### HOW TO COMPLETE THIS TASK
Say how many of the lines below include the word "middle". Only the number should be given.

### Collection entries

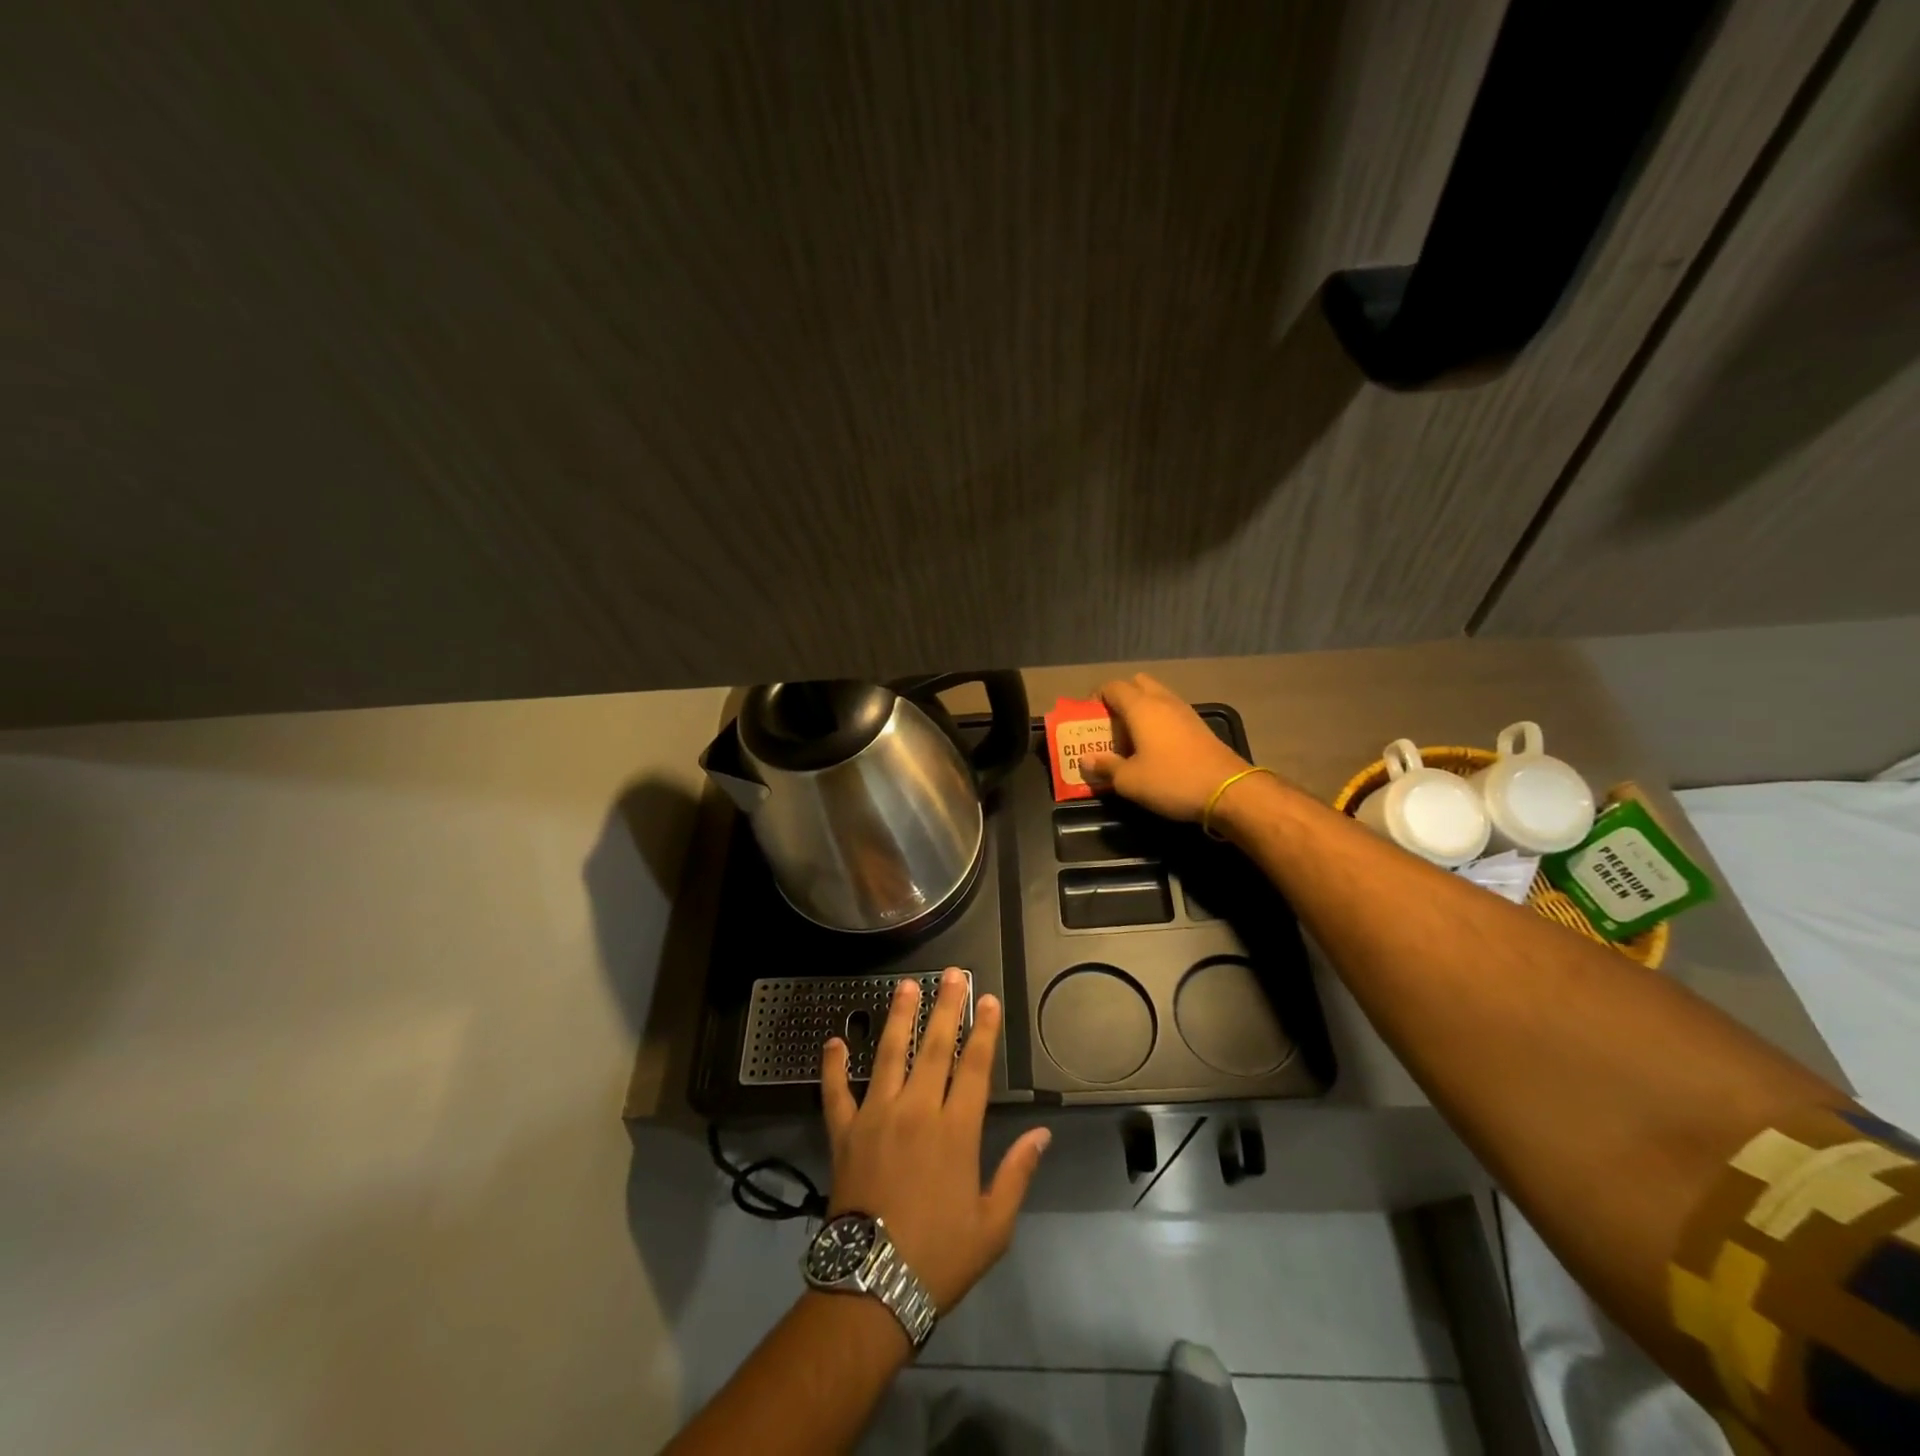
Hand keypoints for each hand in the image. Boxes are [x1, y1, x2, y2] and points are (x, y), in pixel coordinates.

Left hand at [822, 971, 1050, 1311]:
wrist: (872, 1286)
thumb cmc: (939, 1256)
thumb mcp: (994, 1224)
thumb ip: (1017, 1172)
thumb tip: (1041, 1133)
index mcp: (955, 1130)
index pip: (974, 1066)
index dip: (983, 1030)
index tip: (988, 999)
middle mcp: (916, 1110)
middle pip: (935, 1047)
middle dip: (946, 1007)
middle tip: (952, 974)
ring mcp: (876, 1116)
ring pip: (890, 1055)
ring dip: (899, 1018)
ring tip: (906, 986)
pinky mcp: (844, 1132)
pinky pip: (836, 1092)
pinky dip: (833, 1066)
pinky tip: (834, 1041)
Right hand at [1077, 673, 1254, 821]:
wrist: (1229, 791)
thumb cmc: (1172, 780)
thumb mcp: (1130, 781)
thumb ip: (1105, 767)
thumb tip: (1085, 760)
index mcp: (1141, 707)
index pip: (1112, 687)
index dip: (1096, 698)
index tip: (1087, 719)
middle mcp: (1163, 701)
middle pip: (1136, 684)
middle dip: (1120, 698)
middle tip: (1110, 725)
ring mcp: (1185, 711)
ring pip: (1156, 697)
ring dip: (1140, 710)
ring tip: (1129, 738)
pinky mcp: (1199, 726)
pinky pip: (1170, 712)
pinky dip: (1158, 721)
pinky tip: (1154, 747)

### YOUR SOLUTION
8